CNN  — 

When Scott Pruitt “resigned” as the head of the Environmental Protection Agency on Thursday, only one relevant question jumped to mind: What the hell took so long?

After all, Pruitt is – or, maybe was – the subject of 14 separate probes into his conduct as EPA administrator. Fourteen! Separate! Probes! From almost the moment he was sworn in to lead the EPA, Pruitt has been caught – time and time again – apparently trying to enrich himself (and his wife and everyone else he knows) using his office. That is, when he wasn’t flying first class – or private – in order, allegedly, to avoid people who wanted to confront him about his policy decisions. Or ordering younger aides to put things on their credit cards. Or get him a certain kind of hand lotion he liked. Or look into securing a Chick-Fil-A franchise. Or renting a room in an energy lobbyist’s house for $50 a night. (Worth noting: Pruitt didn’t just turn into this guy when he arrived in Washington; he was like that in Oklahoma as well, as documented by this terrific New York Times story.)

And yet, day after day, terrible headline after terrible headline (after terrible headline), Pruitt stayed in the job. The White House would insist Trump was “troubled” by all of these accusations against Pruitt and that they were conducting some sort of review – and yet as days turned into months, everyone – including Republicans across Washington – wondered why Trump didn’t jettison his most troublesome Cabinet secretary.

Here are four theories aimed at answering the “what took so long?” question.

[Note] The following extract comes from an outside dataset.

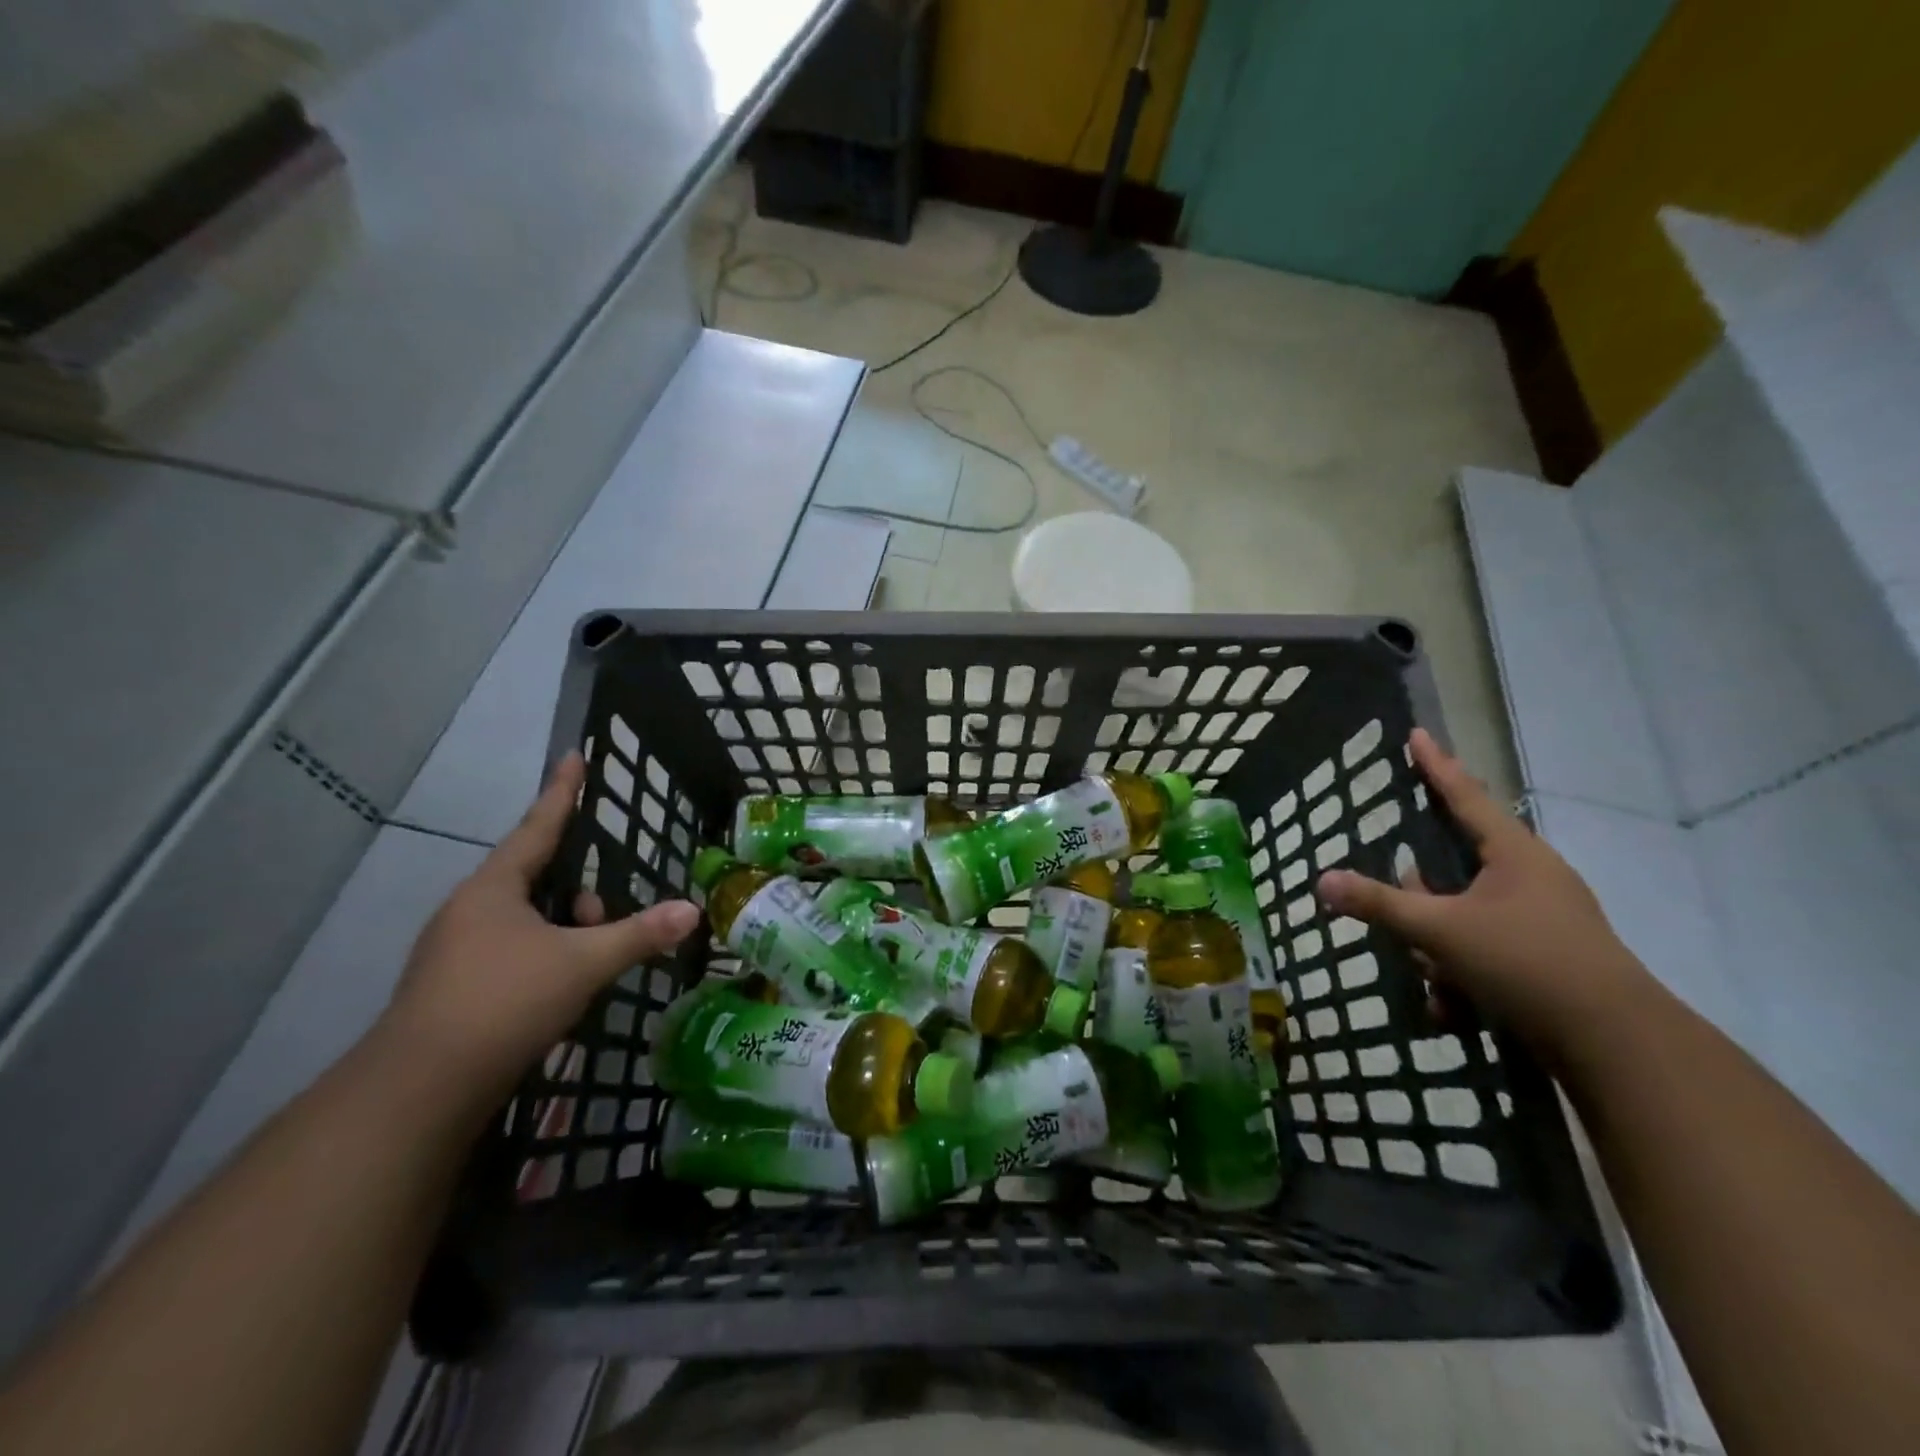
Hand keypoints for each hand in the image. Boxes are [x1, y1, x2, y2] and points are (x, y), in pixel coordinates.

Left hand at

1. Pruitt did exactly what Trump wanted. Trump campaigned on the idea that the EPA has turned into liberals’ dream of overregulation of average people. He picked Pruitt to undo many of the regulations the Obama administration had put in place on things like coal and water. According to an analysis by Politico of Pruitt’s first year in office, the EPA either withdrew or delayed regulations 47 times – a massive increase from the 14 withdrawals/delays in the first year of the Obama administration. Pruitt was effectively deconstructing the regulatory state. And so, Trump liked him.

“While Security spending was somewhat more than his predecessor, Scott Pruitt has received death threats because of his bold actions at EPA. Record clean Air & Water while saving USA Billions of Dollars. Rent was about market rate, travel expenses OK. Scott is doing a great job!” Trump tweeted in April. Days before, White House press secretary Sarah Sanders offered up this on Pruitt: “The President thinks he is doing a good job, particularly on the deregulation front.”

2. Trump saw some of himself in Pruitt. Pruitt is brash and unapologetic about his views and his conduct. And in both Oklahoma and Washington, that willingness to speak his mind made establishment types very nervous. And once Pruitt was in Washington, he was the focus of a seemingly endless stream of negative news coverage, which he insisted was false and driven by liberals who wanted him to fail. Sound like anyone else you know?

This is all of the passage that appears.